Thanks for the review. I've seen this on the new books rack at the library lately and didn't pick it up because I was afraid it would be wishy-washy stuff and didn't grab it for that reason and because I don't expect to raise a daughter any time soon. I'll definitely give it a look now, though.

TheFeministBreeder said...

I need to read this. Despite my husband thinking I'm "small" I have always been convinced that I am hideously fat. But my FAMILY did that to me. All the women in my family are under 5 feet tall and LESS than 100 lbs, and here I grew to be 5'6" and 130 lbs -- which made me seem Amazonian to them. And when I decided I wanted to go to college for dance - something I had done at all my life, my grandfather told me I was "too fat to be a dancer."

I went on to become a professional musician, and when I started to gain some minor celebrity, the kids (and adults) all sat around the internet message boards talking about whether I was fat or not. Quite hurtful. I suppose 130 lbs is quite fat for Hollywood standards though.

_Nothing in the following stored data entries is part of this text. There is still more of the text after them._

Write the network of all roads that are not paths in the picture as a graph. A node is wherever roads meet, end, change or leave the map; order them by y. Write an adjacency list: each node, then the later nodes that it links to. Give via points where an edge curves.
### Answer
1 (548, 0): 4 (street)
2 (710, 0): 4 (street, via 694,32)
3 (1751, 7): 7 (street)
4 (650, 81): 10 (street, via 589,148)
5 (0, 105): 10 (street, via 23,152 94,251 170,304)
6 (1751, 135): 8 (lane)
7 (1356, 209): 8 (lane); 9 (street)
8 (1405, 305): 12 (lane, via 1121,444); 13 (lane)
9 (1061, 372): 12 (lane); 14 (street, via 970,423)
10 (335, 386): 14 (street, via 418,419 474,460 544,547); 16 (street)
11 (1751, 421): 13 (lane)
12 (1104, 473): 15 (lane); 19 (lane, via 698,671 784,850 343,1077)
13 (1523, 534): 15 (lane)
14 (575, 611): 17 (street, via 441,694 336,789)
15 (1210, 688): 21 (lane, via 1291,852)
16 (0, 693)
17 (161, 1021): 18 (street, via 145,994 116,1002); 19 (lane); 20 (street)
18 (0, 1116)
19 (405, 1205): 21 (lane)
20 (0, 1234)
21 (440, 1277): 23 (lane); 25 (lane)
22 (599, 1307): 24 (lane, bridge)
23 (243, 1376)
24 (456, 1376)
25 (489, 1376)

I don't want to do this to my kids (luckily I have boys now, but I hope to have a girl someday.) But I'm not sure how to stop this insecurity. Especially with what motherhood has done to my body.

I need to read this book. All I know is I would NEVER, EVER try to make my children feel bad about themselves, in ANY way, especially physically.

Veronica said...

Yes please do check it out. It's not like I love my body afterwards, but it's given me a new view of my body & how I interact with my daughter. And I would love to hear what you all think of it after you read it.